Negotiating with unions


People love to blame the industrial relations laws for poor outcomes in their enterprise negotiations, but I think that is a cop out. To succeed in any endeavour you need certainty and clarity. You need to be 100 per cent sure of your objectives. Union organisers’ are full-time negotiators and they are good at what they do. Know that you are up against seasoned professionals and prepare accordingly.

Unfortunately, many managers see EBA negotiations as a distraction and do not work hard enough at the ritual of negotiating. Don’t blame the legislation if you are out-negotiated. If you want to get the best outcomes from your enterprise bargaining process, you need to take the time and effort to plan for success.

The Abbott government

The new government has announced a Royal Commission into the behaviour of unions and matters relating to corruption. An enquiry by the Productivity Commission into the Australian industrial relations framework has also been flagged.

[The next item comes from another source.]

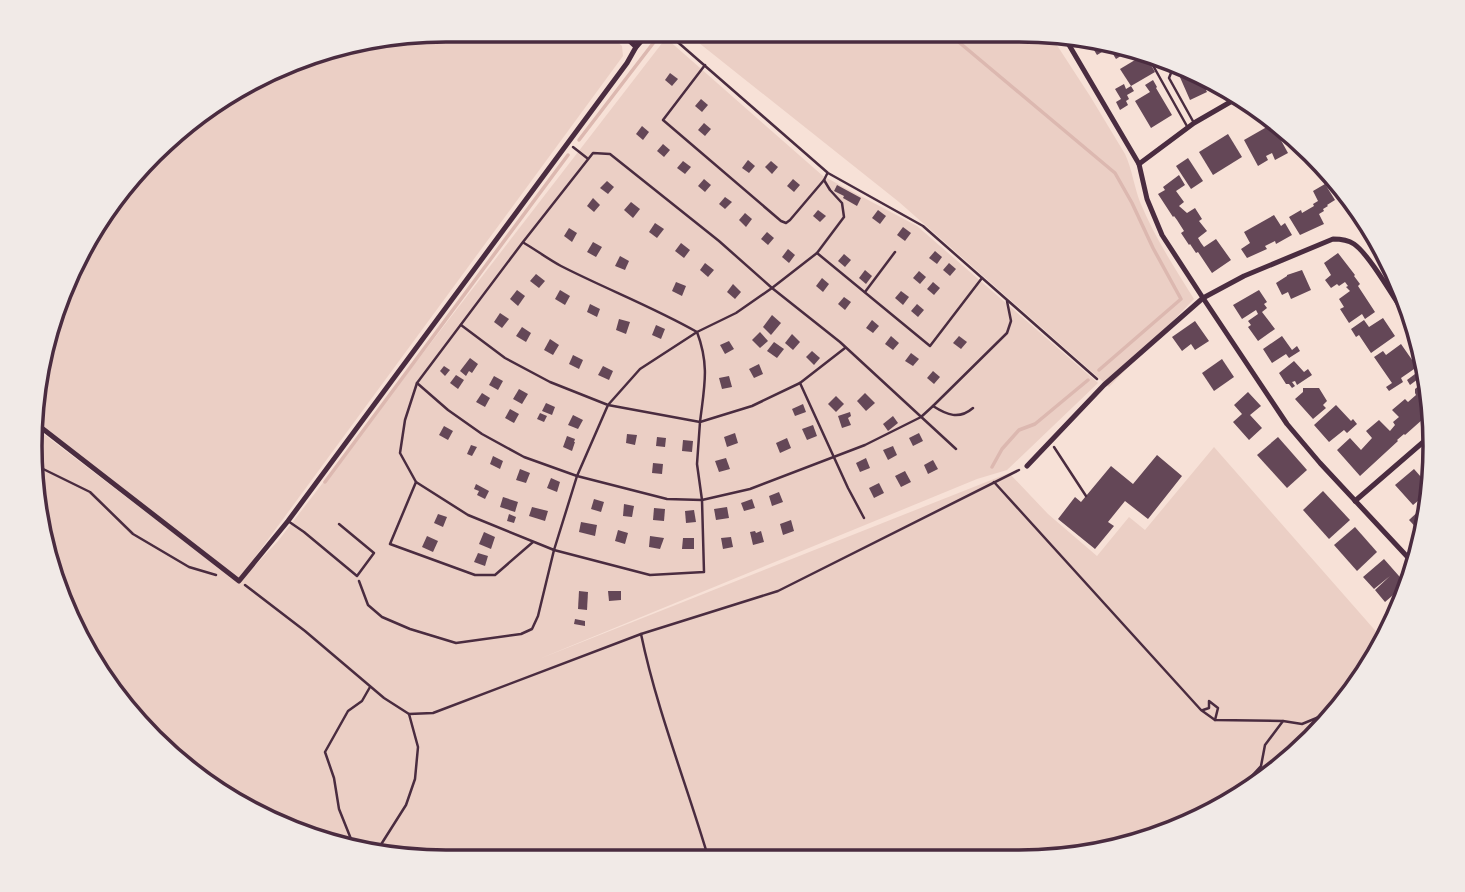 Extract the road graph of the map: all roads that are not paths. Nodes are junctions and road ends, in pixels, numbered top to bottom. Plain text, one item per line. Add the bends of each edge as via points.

This year is shaping up to be an interesting one but will it be an easy road for employers? No matter what the outcome of the Royal Commission or a Productivity Commission enquiry, one thing is certain and that is that these investigations will not solve the day-to-day industrial relations problems faced by employers.

Preparation is essential

I’d argue that companies should not be waiting for the federal government to save them. We are all responsible for our own destinies. The best way to get the outcomes you want in any industrial relations environment is to be committed and prepare well in advance.

Preparation and communication provides the right environment to facilitate internal stakeholder engagement and buy in. Without this internal ownership and back up, the confidence and capacity of your negotiating team will seep away under the harsh pressure of the negotiation.

Having a solid business case for your company log of claims, along with a clear mandate signed off by the chief executive, are required elements for success. These elements take time to develop and our experience shows that the earlier these matters are finalised the better. That mandate properly prepared and signed off gives negotiators definite authority at the bargaining table.

If the negotiator has a mandate, there should be no need for a more senior person to be brought in to “rescue the day”. These events are not uncommon and often cause the local managers and HR support to be left looking worse for wear and totally undermined for future effectiveness in the day-to-day running of their area of responsibility.

I believe we need to take responsibility for our own future. This requires a willingness to be innovative, strategic and to plan early when we are often busy with the immediate and urgent problems of our daily responsibilities. I have seen fantastic results where managers get the outcomes they need for more productive workplaces.

What is it that these managers all have in common?

They plan early and carefully and take the time to talk to their employees. It is often as simple as one person talking to another.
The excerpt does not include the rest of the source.